World Financial Center
North Tower
250 Vesey Street
New York, New York  10281
 

                                          
Merrill Lynch Preferred Funding III, L.P.    Merrill Lynch Preferred Funding IV, L.P.
c/o Merrill Lynch & Co., Inc.                c/o Merrill Lynch & Co., Inc.
World Financial Center                       World Financial Center
North Tower                                  North Tower
250 Vesey Street                             250 Vesey Street
New York, New York  10281                    New York, New York  10281


Merrill Lynch Preferred Capital Trust III    Merrill Lynch Preferred Capital Trust IV
c/o Merrill Lynch & Co., Inc.                c/o Merrill Lynch & Co., Inc.
World Financial Center                       World Financial Center
North Tower                                  North Tower
250 Vesey Street                             250 Vesey Street
New York, New York  10281                    New York, New York  10281

 
Ladies and Gentlemen:

          We have acted as counsel to Merrill Lynch & Co., Inc., a Delaware 
corporation (the "Company"), Merrill Lynch Preferred Funding III, L.P., and 
Merrill Lynch Preferred Funding IV, L.P., Delaware limited partnerships 
(each, a "Partnership"), and Merrill Lynch Preferred Capital Trust III and 
Merrill Lynch Preferred Capital Trust IV, statutory business trusts formed 
under the laws of the State of Delaware (each, a "Trust"), in connection with 
the preparation and filing by the Company, the Partnerships and the Trusts 
with the Securities and Exchange Commission (the "Commission") of a 
Registration Statement on Form S-3 (Registration No. 333-42859) (the 
"Registration Statement") under the Securities Act of 1933, as amended, with 
respect to (i) the guarantee (each, a "Trust Guarantee") to be issued by the 
Company to The Chase Manhattan Bank, as trustee, for the benefit of the 
holders of the Trust Originated Preferred Securities to be issued by each 
Trust (the "Trust Preferred Securities"), (ii) the guarantee (each, a 
"Partnership Guarantee") to be issued by the Company with respect to the 



Partnership Preferred Securities to be issued by each Partnership (the 
"Partnership Preferred Securities"), (iii) the guarantees (the "Investment 
Guarantees") to be issued by the Company for the benefit of the holders of 
the Partnership Preferred Securities with respect to certain debentures (the 
"Debentures") to be issued by one or more of the Company's eligible 
controlled affiliates and (iv) the subordinated debentures (the "Company 
Debentures") to be issued by the Company to the Partnerships pursuant to 
respective indentures (the "Company Indentures") between the Company and The 
Chase Manhattan Bank, as trustee (the "Debenture Trustee"), each in the form 
filed as exhibits to the Registration Statement.  The Trust Guarantees, the 
Partnership Guarantees and the Investment Guarantees are hereinafter 
collectively referred to as the "Guarantees".
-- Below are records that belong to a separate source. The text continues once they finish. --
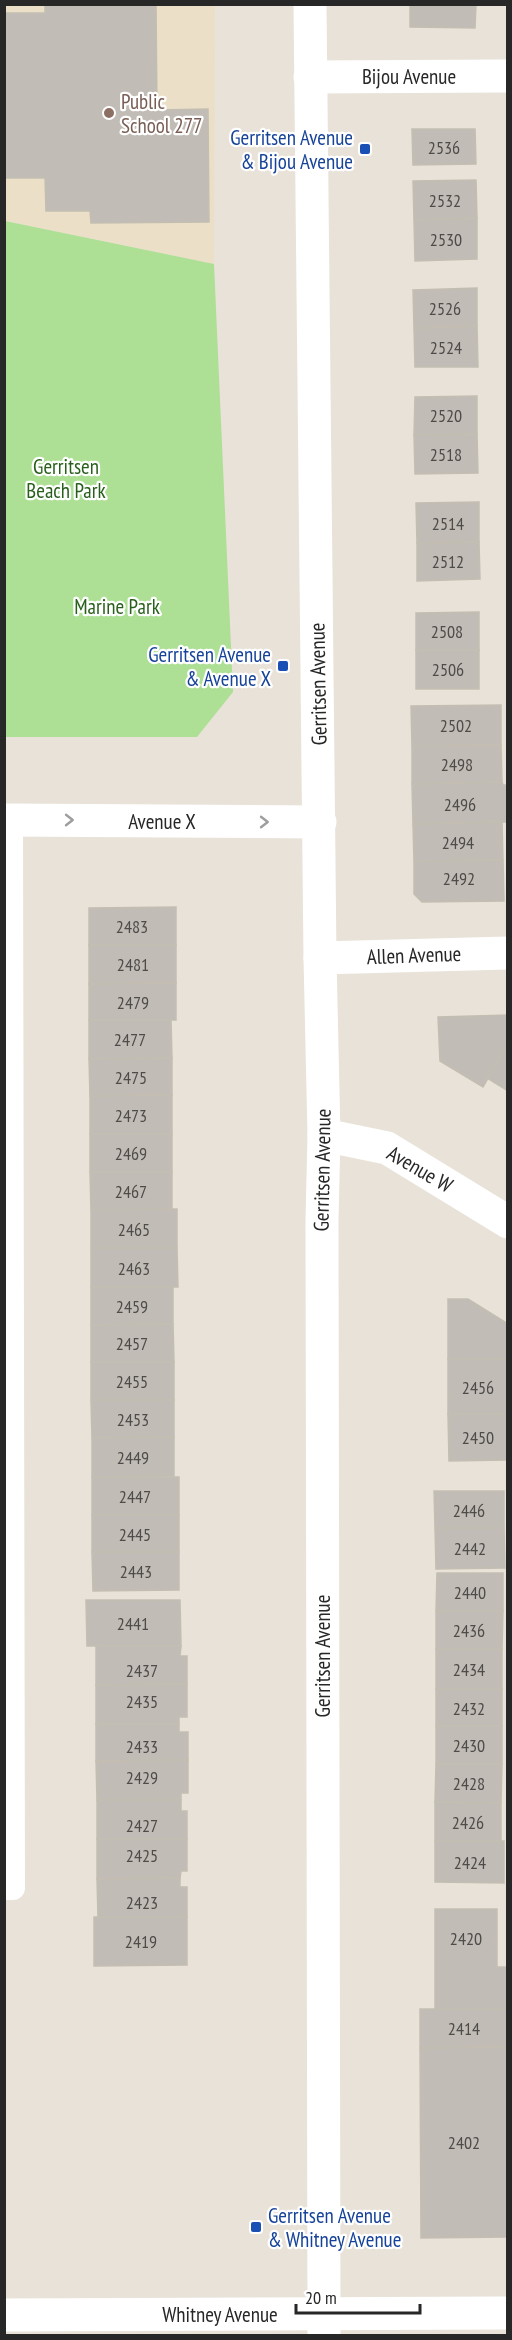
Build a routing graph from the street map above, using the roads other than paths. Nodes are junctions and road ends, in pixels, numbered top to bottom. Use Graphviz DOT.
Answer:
graph roads {
  1 [pos="310,4"];
  2 [pos="507,76"];
  3 [pos="310,77"];
  4 [pos="8,820"];
  5 [pos="320,822"];
  6 [pos="507,953"];
  7 [pos="320,958"];
  8 [pos="324,1135"];
  9 [pos="507,1222"];
  10 [pos="8,1381"];
  11 [pos="4,1888"];
  12 [pos="507,2313"];
  13 [pos="4,2315"];
  14 [pos="324,2325"];
  1 -- 3 [label="main road, Gerritsen Avenue"];
  2 -- 3 [label="main road, Bijou Avenue"];
  3 -- 5 [label="main road, Gerritsen Avenue"];
  4 -- 5 [label="main road, Avenue X, one-way"];
  4 -- 10 [label="lane"];
  5 -- 7 [label="main road, Gerritsen Avenue"];
  6 -- 7 [label="main road, Allen Avenue"];
  7 -- 8 [label="main road, Gerritsen Avenue"];
  8 -- 9 [label="main road, Avenue W"];
  8 -- 14 [label="main road, Gerritsen Avenue"];
  10 -- 11 [label="lane"];
  12 -- 14 [label="main road, Whitney Avenue"];
  13 -- 14 [label="main road, Whitney Avenue"];
}
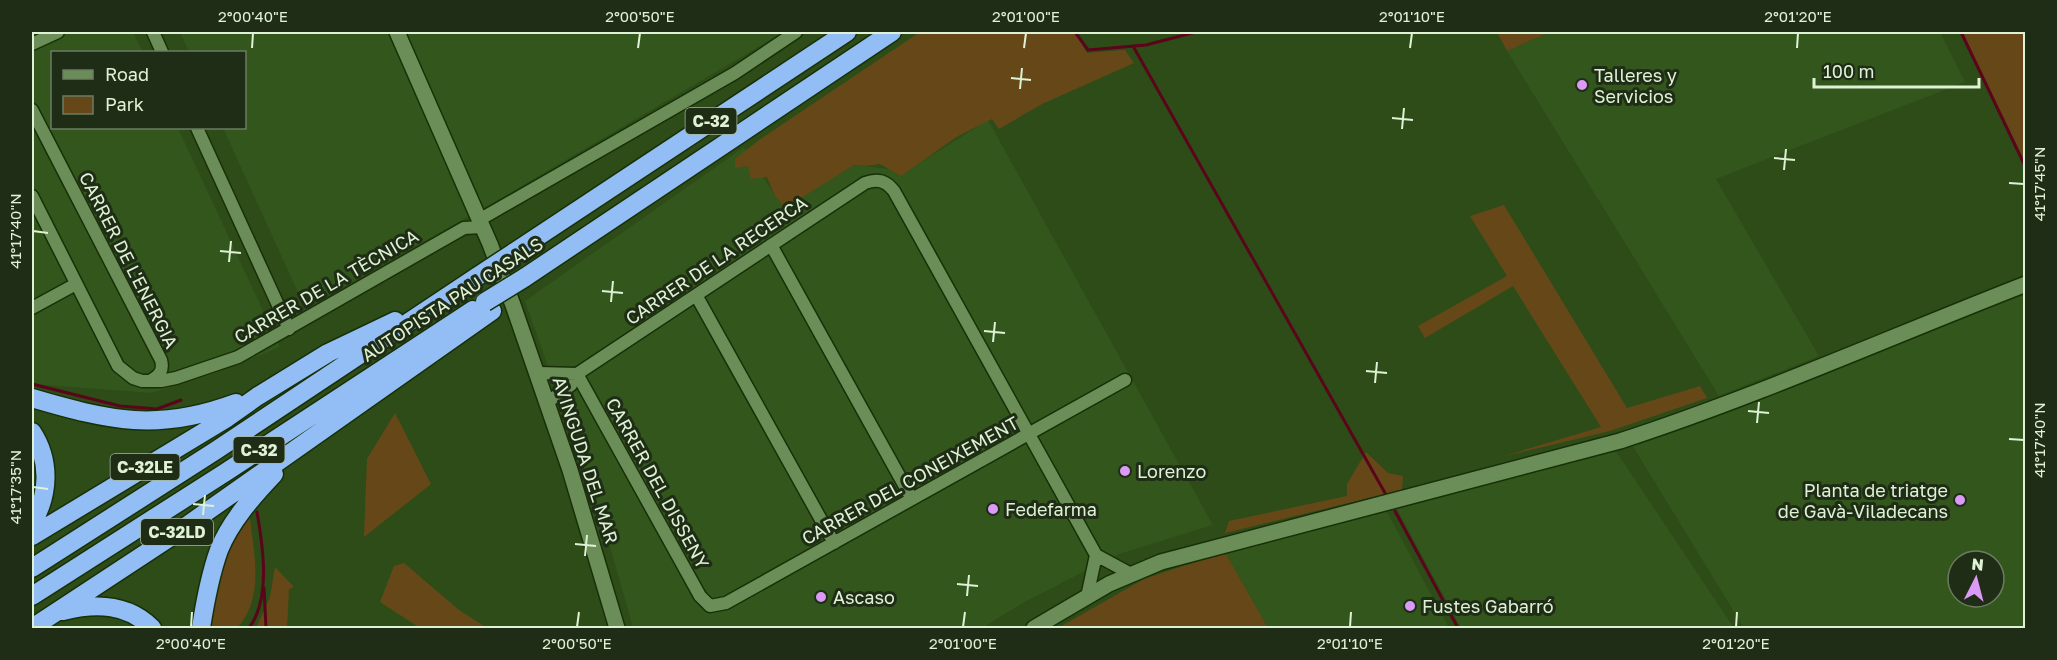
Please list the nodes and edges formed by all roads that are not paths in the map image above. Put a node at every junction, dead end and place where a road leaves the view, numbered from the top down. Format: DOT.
graph roads {
  1 [pos="58,32"];
  2 [pos="153,32"];
  3 [pos="397,32"];
  4 [pos="795,32"];
  5 [pos="847,32"];
  6 [pos="892,32"];
  7 [pos="32,44"];
  8 [pos="162,51"];
  9 [pos="32,110"];
  10 [pos="197,129"];
  11 [pos="32,196"];
  12 [pos="481,224"];
  13 [pos="771,245"];
  14 [pos="76,284"];
  15 [pos="2025,284"];
  16 [pos="462,288"];
  17 [pos="696,295"];
  18 [pos="489,307"];
  19 [pos="32,308"];
  20 [pos="289,329"];
  21 [pos="538,373"];
  22 [pos="577,374"];
  23 [pos="1125,380"];
  24 [pos="150,381"];
  25 [pos="258,396"];
  26 [pos="32,398"];
  27 [pos="548,402"];
  28 [pos="32,432"];
  29 [pos="1028,434"];
  30 [pos="297,449"];
  31 [pos="912,499"];
  32 [pos="32,524"];
  33 [pos="32,536"];
  34 [pos="834,543"];
  35 [pos="1095,555"];
  36 [pos="32,568"];
  37 [pos="1131,574"];
  38 [pos="32,596"];
  39 [pos="1087,597"];
  40 [pos="710,606"];
  41 [pos="55,613"];
  42 [pos="32,628"];
  43 [pos="152,628"];
  44 [pos="201,628"];
  45 [pos="617,628"];
  46 [pos="1034,628"];
  1 -- 7 [label="street"];
  2 -- 8 [label="street"];
  3 -- 12 [label="main road, AVINGUDA DEL MAR"];
  4 -- 12 [label="street, CARRER DE LA TÈCNICA"];
  5 -- 16 [label="highway, AUTOPISTA PAU CASALS / C-32, bridge"];
  6 -- 18 [label="highway, AUTOPISTA PAU CASALS / C-32, bridge"];
  9 -- 24 [label="street, CARRER DE L'ENERGIA"];
  10 -- 20 [label="street"];
  11 -- 14 [label="street"];
  12 -- 20 [label="street, CARRER DE LA TÈCNICA"];
  12 -- 21 [label="main road, AVINGUDA DEL MAR"];
  13 -- 17 [label="street, CARRER DE LA RECERCA"];
  13 -- 29 [label="street, CARRER DE LA RECERCA"];
  13 -- 31 [label="street"];
  14 -- 19 [label="street"];
  14 -- 24 [label="street"];
  15 -- 37 [label="main road"];
  16 -- 25 [label="highway, C-32LE"];
  16 -- 36 [label="highway, AUTOPISTA PAU CASALS / C-32"];
  17 -- 22 [label="street, CARRER DE LA RECERCA"];
  17 -- 34 [label="street"];
  18 -- 30 [label="highway, C-32LD"];
  18 -- 38 [label="highway, AUTOPISTA PAU CASALS / C-32"];
  20 -- 24 [label="street, CARRER DE LA TÈCNICA"];
  21 -- 22 [label="street"];
  21 -- 27 [label="main road, AVINGUDA DEL MAR"];
  22 -- 27 [label="street, CARRER DE LA RECERCA"];
  22 -- 40 [label="street, CARRER DEL DISSENY"];
  23 -- 29 [label="street, CARRER DEL CONEIXEMENT"];
  25 -- 26 [label="highway"];
  25 -- 33 [label="highway, C-32LE"];
  27 -- 45 [label="main road, AVINGUDA DEL MAR"];
  28 -- 32 [label="highway"];
  29 -- 31 [label="street, CARRER DEL CONEIXEMENT"];
  29 -- 35 [label="street"];
  30 -- 41 [label="highway, C-32LD"];
  30 -- 44 [label="highway"];
  31 -- 34 [label="street, CARRER DEL CONEIXEMENT"];
  34 -- 40 [label="street, CARRER DEL CONEIXEMENT"];
  35 -- 37 [label="street"];
  35 -- 39 [label="street"];
  37 -- 39 [label="main road"];
  39 -- 46 [label="main road"];
  41 -- 42 [label="highway, C-32LD"];
  41 -- 43 [label="highway"];
}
          We have reviewed the corporate action of the Company in connection 
with the giving of the Guarantees and the issuance and sale of the Company 
Debentures by the Company and have examined, and have relied as to matters of 
fact upon, originals or copies certified or otherwise identified to our 
satisfaction, of such corporate records, agreements, documents and other 
instruments and such certificates or comparable documents of public officials 
and of officers and representatives of the Company, and have made such other 
and further investigations as we have deemed relevant and necessary as a 
basis for the opinions hereinafter set forth.

          In such examination, we have assumed the genuineness of all 
signatures, the legal capacity of natural persons, the authenticity of all 
documents submitted to us as originals, the conformity to original documents 
of all documents submitted to us certified or photostatic copies, and the 
authenticity of the originals of such latter documents.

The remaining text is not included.